* [What to work on]: Strip the pictures, then copy the remaining data exactly as it stands.
◇ ◇ ◇ ◇ ◇
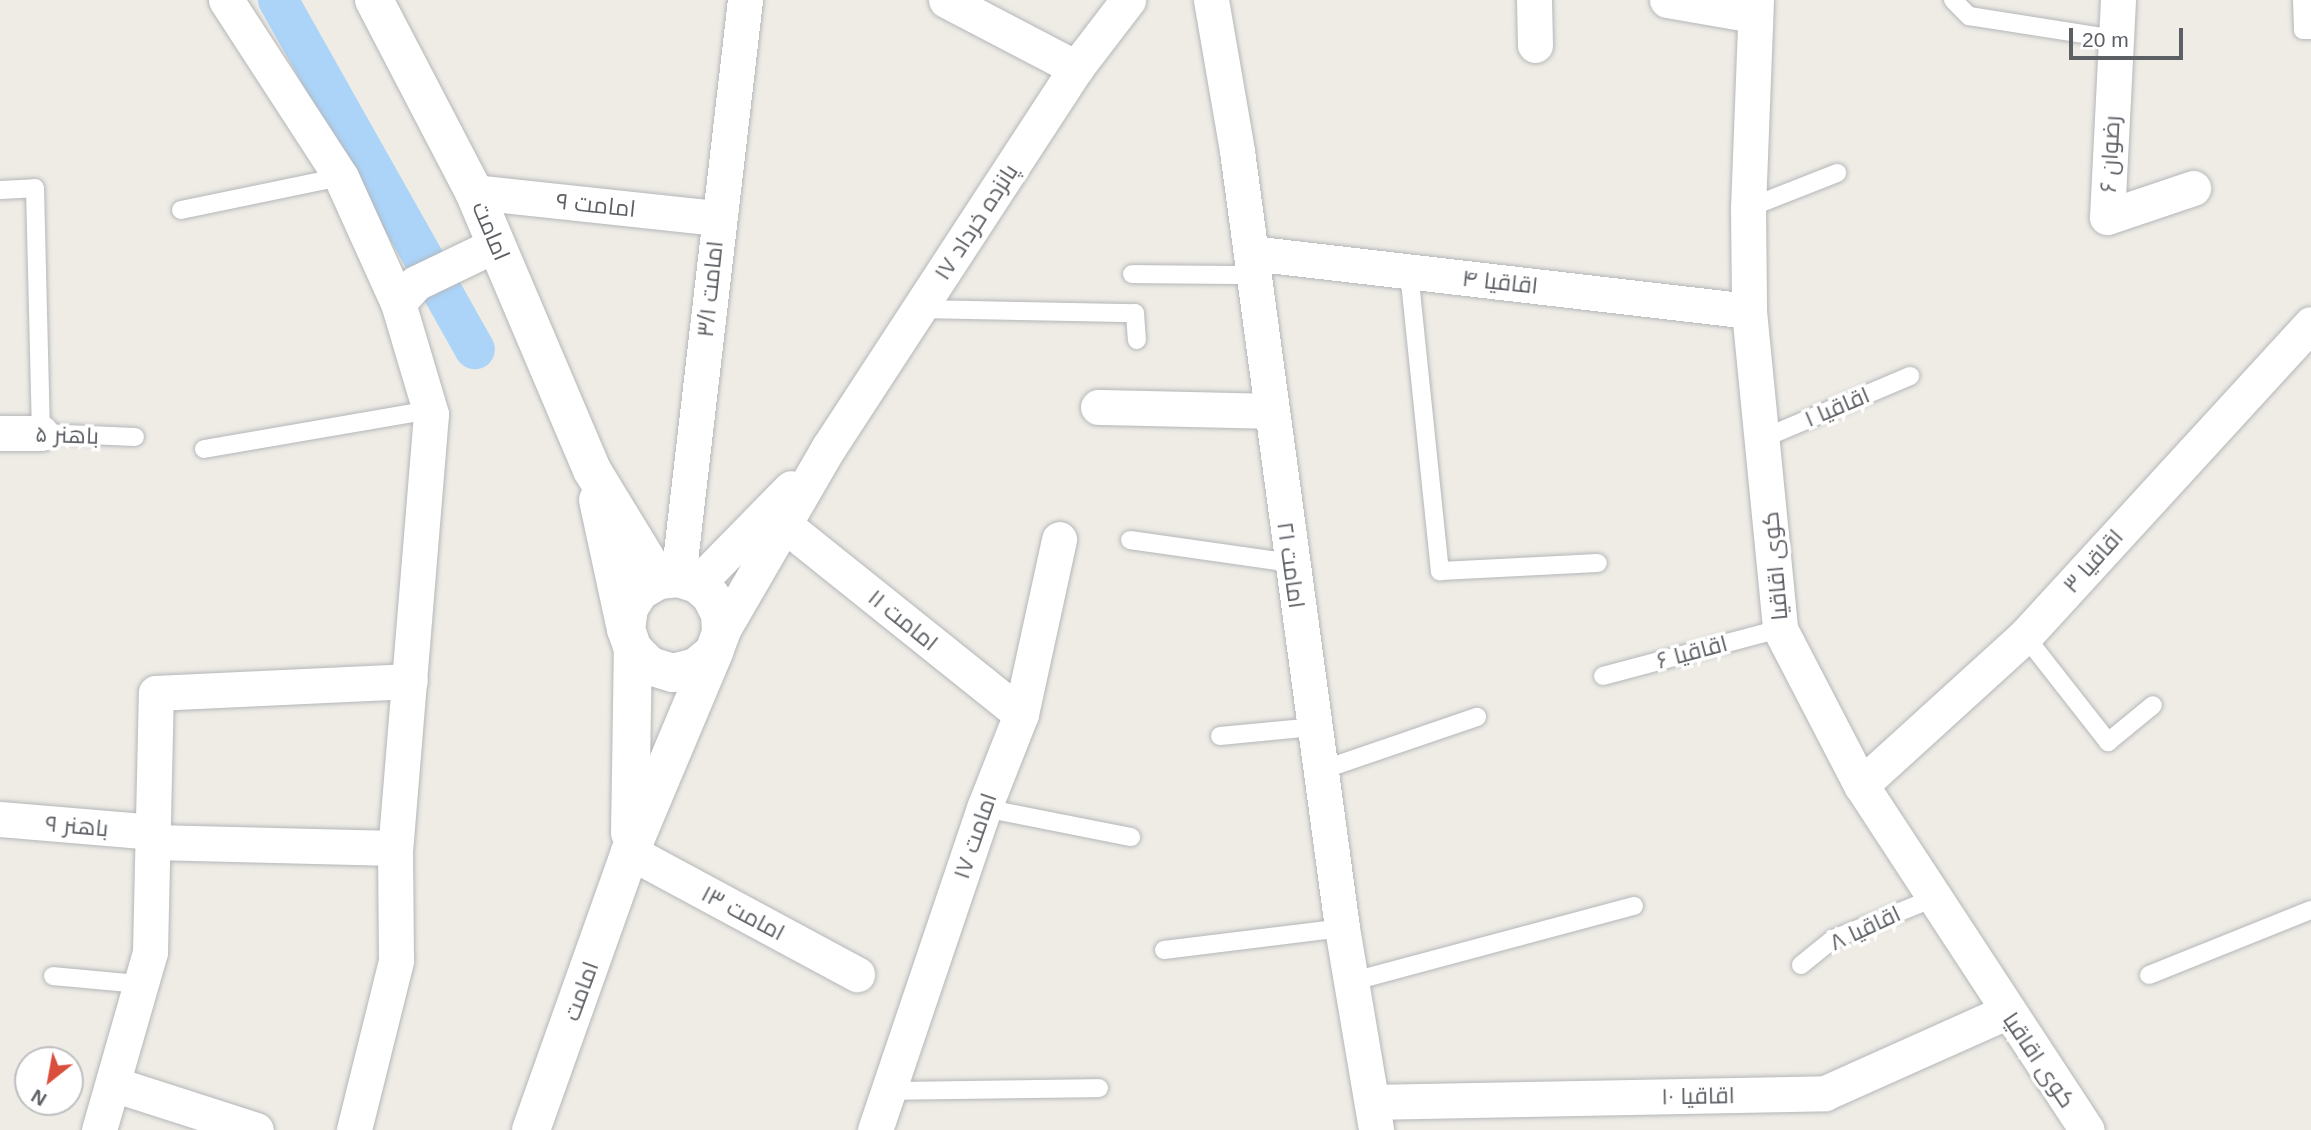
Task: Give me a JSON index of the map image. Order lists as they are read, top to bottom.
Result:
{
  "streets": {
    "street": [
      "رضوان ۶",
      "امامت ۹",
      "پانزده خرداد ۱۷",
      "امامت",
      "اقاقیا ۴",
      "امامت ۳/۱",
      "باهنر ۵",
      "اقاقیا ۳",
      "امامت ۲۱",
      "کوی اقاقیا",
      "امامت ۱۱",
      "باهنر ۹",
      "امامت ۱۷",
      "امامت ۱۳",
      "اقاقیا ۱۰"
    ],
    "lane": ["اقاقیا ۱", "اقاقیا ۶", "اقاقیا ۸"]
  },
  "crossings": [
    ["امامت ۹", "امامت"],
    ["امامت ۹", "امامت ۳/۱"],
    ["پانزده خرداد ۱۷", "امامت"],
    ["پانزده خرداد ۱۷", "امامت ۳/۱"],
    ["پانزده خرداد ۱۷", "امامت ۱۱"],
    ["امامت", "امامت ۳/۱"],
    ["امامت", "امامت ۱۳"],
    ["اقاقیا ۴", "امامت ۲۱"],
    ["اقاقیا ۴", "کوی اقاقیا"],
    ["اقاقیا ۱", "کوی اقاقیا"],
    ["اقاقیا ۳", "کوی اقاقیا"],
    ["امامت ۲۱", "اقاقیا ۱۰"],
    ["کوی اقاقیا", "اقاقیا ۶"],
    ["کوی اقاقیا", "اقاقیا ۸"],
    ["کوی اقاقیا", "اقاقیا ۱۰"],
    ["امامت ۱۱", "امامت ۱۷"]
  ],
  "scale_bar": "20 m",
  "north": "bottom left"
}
◇ ◇ ◇ ◇ ◇
* [Expected answer]:
Task: Give me a JSON index of the map image. Order lists as they are read, top to bottom.
Result:
{
  "streets": {
    "street": [
      "رضوان ۶",
      "امامت ۹",
      "پانزده خرداد ۱۷",
      "امامت",
      "اقاقیا ۴",
      "امامت ۳/۱",
      "باهنر ۵",
      "اقاقیا ۳",
      "امامت ۲۱",
      "کوی اقاقیا",
      "امامت ۱۱",
      "باهنر ۹",
      "امامت ۱۷",
      "امامت ۱۳",
      "اقاقیا ۱۰"
    ],
    "lane": ["اقاقیا ۱", "اقاقیا ۶", "اقاقیا ۸"]
  },
  "crossings": [
    ["امامت ۹", "امامت"],
    ["امامت ۹", "امامت ۳/۱"],
    ["پانزده خرداد ۱۷", "امامت"],
    ["پانزده خرداد ۱۷", "امامت ۳/۱"],
    ["پانزده خرداد ۱۷", "امامت ۱۱"],
    ["امامت", "امامت ۳/۱"],
    ["امامت", "امامت ۱۳"],
    ["اقاقیا ۴", "امامت ۲۱"],
    ["اقاقیا ۴", "کوی اقاقیا"],
    ["اقاقیا ۱", "کوی اقاقیا"],
    ["اقاقیا ۳", "کوی اقاقیا"],
    ["امامت ۲۱", "اقاقیا ۱۰"],
    ["کوی اقاقیا", "اقاقیا ۶"],
    ["کوی اقاقیا", "اقاقیا ۸"],
    ["کوی اقاقیا", "اقاقیا ۱۰"],
    ["امامت ۱۱", "امامت ۱۷"]
  ],
  "scale_bar": "20 m",
  "north": "bottom left"
}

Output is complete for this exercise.